A l’avenir, "l’utilisation croissante par de nombreuses équipes de techniques de greffes combinées, de kératinocytes allogéniques ou de suspensions plutôt que de feuillets, semble repositionner les CEA plus souvent comme des pansements biologiques que comme d’authentiques greffes", affirme le Pr Leclerc.
Utilisation des cellules stromales mésenchymateuses
Le centre de Percy est aussi à l’origine de l’utilisation de cellules stromales mésenchymateuses (CSM) dans la prise en charge des brûlures, suite à des résultats positifs observés dans le traitement des brûlures radiologiques.
Ces CSM sont préparés à partir de la moelle osseuse. Elles sont utilisées en sous-cutané, en association avec la technique de Meek (microgreffes en pastilles), pour des patients brûlés sur plus de 70% de leur surface corporelle. Au cours des 18 derniers mois, 4 malades en ont bénéficié à Percy. Les résultats préliminaires montrent la faisabilité et l’innocuité de cette approche. Mais il reste à l’évaluer sur du plus long terme et à améliorer la technique.
Pour aller encore plus loin, une autre approche est basée sur l’administration directement de vésicules extracellulaires (VE), qui sont sécrétées par les CSM, au lieu des CSM elles-mêmes. Cela simplifie le cadre réglementaire, la conservation et les conditions d’utilisation, car ces VE peuvent être congelées, lyophilisées et donc facilement et rapidement disponibles.

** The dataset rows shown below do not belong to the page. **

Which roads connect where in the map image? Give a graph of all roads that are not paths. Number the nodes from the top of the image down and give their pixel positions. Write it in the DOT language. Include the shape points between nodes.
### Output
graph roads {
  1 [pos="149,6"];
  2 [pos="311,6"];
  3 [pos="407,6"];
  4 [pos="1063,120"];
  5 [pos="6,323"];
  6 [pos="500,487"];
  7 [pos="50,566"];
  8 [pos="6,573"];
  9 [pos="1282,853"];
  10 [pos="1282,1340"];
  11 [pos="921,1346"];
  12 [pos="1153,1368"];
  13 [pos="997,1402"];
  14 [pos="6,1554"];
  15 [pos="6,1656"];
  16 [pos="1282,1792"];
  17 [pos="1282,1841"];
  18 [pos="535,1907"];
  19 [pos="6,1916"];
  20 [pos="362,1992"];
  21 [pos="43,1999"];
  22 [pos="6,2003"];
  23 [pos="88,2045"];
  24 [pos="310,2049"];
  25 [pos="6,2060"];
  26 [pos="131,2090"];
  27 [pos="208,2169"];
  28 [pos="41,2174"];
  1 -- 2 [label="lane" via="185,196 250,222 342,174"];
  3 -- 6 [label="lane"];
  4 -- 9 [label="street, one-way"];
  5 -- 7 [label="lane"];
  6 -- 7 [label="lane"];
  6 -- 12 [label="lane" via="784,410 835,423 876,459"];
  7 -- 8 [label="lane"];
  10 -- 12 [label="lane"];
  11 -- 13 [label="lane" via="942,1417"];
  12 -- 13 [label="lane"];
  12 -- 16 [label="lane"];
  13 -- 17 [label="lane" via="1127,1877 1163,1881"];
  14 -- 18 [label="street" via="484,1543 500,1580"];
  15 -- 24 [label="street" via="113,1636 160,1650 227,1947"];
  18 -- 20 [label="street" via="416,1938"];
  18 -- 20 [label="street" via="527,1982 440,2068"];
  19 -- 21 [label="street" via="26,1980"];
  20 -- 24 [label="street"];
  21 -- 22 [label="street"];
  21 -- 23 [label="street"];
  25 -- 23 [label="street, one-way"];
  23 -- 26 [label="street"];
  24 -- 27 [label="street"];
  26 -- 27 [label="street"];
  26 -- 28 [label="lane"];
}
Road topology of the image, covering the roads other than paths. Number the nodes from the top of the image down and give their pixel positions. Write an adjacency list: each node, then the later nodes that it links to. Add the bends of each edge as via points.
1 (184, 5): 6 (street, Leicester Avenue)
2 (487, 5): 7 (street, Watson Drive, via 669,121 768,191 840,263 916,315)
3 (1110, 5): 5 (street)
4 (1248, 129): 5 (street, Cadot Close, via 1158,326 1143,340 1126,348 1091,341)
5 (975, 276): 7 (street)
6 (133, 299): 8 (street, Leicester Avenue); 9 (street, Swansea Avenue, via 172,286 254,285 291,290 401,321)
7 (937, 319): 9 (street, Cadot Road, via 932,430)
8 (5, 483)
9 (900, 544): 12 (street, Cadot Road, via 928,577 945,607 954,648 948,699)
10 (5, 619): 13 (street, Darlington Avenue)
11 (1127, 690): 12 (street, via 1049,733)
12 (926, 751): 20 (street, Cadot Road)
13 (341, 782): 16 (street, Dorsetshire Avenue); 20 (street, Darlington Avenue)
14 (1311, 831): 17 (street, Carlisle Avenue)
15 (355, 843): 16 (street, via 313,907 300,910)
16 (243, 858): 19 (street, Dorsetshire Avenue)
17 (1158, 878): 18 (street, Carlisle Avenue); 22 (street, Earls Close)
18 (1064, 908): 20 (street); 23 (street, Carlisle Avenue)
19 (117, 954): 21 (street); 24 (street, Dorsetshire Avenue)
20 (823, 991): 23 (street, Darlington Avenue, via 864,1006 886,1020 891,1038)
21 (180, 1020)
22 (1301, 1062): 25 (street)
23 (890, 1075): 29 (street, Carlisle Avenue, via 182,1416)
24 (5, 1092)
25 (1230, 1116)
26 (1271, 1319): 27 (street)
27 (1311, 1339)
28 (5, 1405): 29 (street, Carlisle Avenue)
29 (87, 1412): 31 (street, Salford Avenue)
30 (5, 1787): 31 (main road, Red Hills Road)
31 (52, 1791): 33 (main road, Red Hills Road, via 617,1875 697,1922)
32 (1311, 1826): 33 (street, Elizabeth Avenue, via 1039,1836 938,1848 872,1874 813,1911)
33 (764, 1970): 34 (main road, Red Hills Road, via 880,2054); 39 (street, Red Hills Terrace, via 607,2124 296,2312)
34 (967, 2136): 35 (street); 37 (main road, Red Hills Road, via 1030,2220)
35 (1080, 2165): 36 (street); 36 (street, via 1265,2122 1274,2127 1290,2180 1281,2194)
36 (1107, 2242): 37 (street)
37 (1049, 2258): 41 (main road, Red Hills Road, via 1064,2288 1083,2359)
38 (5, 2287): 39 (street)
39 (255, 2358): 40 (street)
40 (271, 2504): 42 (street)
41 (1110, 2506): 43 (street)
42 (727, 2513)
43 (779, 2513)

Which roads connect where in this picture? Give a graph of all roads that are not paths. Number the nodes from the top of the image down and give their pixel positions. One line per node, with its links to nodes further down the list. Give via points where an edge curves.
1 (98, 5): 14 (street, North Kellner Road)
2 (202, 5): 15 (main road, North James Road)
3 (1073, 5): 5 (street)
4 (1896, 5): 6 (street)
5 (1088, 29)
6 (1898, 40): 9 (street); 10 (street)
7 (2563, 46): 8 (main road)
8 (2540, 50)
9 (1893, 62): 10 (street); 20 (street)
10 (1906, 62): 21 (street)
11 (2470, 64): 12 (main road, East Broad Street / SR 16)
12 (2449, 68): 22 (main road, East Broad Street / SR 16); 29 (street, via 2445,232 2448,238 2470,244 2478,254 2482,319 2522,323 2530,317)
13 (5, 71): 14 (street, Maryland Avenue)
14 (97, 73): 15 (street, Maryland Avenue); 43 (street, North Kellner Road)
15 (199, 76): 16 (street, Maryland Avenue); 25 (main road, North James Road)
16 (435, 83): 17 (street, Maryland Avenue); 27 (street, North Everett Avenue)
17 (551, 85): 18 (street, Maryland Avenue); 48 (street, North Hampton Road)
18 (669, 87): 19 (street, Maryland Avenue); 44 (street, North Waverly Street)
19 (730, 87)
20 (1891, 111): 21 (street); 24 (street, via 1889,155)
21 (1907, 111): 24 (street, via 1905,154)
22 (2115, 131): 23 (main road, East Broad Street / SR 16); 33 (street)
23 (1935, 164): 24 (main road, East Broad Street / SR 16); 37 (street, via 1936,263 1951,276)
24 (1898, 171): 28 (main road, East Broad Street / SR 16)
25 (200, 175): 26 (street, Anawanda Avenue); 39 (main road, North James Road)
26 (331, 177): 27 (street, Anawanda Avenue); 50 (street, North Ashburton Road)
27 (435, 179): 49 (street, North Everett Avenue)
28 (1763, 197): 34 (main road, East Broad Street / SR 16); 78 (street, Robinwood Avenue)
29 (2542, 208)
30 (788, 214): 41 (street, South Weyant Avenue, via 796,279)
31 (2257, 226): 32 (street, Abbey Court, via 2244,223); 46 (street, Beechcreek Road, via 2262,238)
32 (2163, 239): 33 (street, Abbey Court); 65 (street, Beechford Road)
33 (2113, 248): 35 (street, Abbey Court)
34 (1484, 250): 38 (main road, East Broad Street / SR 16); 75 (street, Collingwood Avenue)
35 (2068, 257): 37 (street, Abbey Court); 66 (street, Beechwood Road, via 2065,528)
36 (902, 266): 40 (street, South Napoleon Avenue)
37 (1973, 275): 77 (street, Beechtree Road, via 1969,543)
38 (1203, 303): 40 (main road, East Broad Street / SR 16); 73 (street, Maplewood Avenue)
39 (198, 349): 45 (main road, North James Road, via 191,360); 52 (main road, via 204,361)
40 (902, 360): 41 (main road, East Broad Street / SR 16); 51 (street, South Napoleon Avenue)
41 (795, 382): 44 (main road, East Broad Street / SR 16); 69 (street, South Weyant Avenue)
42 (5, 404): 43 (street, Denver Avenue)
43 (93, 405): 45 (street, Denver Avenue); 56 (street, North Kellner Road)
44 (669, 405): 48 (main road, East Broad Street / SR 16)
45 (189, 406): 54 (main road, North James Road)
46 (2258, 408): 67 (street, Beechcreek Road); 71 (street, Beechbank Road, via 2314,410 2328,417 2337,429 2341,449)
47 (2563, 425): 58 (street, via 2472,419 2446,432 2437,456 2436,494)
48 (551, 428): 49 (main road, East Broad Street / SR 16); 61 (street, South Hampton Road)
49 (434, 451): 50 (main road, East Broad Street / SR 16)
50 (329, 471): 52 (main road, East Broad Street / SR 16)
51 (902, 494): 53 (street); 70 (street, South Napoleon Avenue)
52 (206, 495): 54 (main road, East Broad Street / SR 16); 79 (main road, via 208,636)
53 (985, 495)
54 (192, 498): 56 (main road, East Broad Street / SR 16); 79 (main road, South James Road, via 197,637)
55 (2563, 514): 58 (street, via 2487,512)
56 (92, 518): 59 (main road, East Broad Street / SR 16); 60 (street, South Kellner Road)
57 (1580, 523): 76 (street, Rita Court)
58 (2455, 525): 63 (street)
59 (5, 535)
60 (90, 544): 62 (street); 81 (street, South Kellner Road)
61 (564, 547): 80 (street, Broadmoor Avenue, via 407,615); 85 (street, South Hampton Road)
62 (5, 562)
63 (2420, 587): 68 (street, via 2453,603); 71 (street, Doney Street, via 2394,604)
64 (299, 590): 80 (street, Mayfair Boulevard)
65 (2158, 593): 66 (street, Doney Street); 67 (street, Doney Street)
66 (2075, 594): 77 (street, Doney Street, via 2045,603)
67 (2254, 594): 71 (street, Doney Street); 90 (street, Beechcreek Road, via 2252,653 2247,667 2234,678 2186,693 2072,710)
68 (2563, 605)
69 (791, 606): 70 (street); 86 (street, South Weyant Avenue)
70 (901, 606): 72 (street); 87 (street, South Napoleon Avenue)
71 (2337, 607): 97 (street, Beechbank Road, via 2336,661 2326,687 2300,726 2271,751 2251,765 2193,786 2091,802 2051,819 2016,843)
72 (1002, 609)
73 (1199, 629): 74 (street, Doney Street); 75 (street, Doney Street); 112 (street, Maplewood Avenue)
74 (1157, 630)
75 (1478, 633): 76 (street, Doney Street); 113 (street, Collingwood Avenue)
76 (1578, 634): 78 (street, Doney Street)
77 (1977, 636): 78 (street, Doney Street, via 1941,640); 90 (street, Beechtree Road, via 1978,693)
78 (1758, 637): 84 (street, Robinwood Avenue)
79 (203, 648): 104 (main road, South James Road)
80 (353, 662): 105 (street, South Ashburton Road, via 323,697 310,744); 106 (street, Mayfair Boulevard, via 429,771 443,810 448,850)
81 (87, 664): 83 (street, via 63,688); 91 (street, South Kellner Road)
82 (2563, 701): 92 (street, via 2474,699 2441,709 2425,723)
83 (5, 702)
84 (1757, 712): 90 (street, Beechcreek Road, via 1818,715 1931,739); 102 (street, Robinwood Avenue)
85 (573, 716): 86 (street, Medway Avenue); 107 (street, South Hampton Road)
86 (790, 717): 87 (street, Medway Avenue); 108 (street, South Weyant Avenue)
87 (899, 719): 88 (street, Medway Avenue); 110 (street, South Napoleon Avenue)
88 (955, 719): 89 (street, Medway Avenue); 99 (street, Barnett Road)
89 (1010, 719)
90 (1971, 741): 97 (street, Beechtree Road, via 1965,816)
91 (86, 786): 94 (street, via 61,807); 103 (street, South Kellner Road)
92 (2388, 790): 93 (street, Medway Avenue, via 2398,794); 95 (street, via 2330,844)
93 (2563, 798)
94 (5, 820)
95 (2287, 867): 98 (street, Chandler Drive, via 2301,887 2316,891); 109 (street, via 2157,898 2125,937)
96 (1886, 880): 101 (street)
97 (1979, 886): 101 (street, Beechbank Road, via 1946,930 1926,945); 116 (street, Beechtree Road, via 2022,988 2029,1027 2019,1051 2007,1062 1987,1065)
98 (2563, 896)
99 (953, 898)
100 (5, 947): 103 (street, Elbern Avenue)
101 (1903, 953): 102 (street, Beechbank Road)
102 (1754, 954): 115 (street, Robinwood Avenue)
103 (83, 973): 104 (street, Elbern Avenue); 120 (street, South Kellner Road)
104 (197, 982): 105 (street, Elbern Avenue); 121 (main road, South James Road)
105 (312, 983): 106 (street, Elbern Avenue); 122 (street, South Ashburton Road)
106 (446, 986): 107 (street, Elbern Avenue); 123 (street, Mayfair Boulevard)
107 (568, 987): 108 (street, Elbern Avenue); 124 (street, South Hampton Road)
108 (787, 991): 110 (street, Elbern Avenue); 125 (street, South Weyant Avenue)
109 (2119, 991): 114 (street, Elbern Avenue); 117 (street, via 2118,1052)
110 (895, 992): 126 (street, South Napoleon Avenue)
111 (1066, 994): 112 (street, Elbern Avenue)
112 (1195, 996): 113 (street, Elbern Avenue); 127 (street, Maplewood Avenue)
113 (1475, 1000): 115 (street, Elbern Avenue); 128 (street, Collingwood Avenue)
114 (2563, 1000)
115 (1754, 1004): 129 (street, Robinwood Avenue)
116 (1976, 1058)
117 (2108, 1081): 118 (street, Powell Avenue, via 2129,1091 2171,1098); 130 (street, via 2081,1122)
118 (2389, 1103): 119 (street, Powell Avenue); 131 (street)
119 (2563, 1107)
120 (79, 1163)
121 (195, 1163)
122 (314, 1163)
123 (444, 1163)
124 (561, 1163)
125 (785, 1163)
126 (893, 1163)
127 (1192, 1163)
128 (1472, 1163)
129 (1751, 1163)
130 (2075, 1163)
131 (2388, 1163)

Pour le Pr Sébastien Banzet, médecin à l’Institut de recherche biomédicale des armées (Irba, Clamart), "ce nouveau paradigme, au carrefour entre thérapie cellulaire et nanomédecine, suscite de grands espoirs et beaucoup d’efforts de recherche pour développer les biomédicaments pour la médecine régénératrice des années à venir".
Espoir de la bio-impression 3D
Enfin la bio-impression 3D pourrait aussi avoir un intérêt dans le traitement des grands brûlés. Issue de l’ingénierie tissulaire, elle consiste à utiliser une "encre" biologique combinant des cellules vivantes et des biomatériaux. Les premières études sur les animaux sont prometteuses pour les lésions de petite échelle. Mais cette technique n’en est qu’à ses début. Plusieurs limites à son développement pour les grandes constructions sont présentes, au premier rang desquelles l’absence de vascularisation. "La bio-impression 3D de peau totale est une solution prometteuse pour la gestion des brûlures aiguës très étendues. Les résultats obtenus supposent que la bio-impression in situ de constructions dermo-épidermiques autologues en peropératoire pourrait être possible à l’avenir", affirme le Dr Céline Auxenfans, pharmacienne (Banque de tissus et cellules, Hospices Civils de Lyon).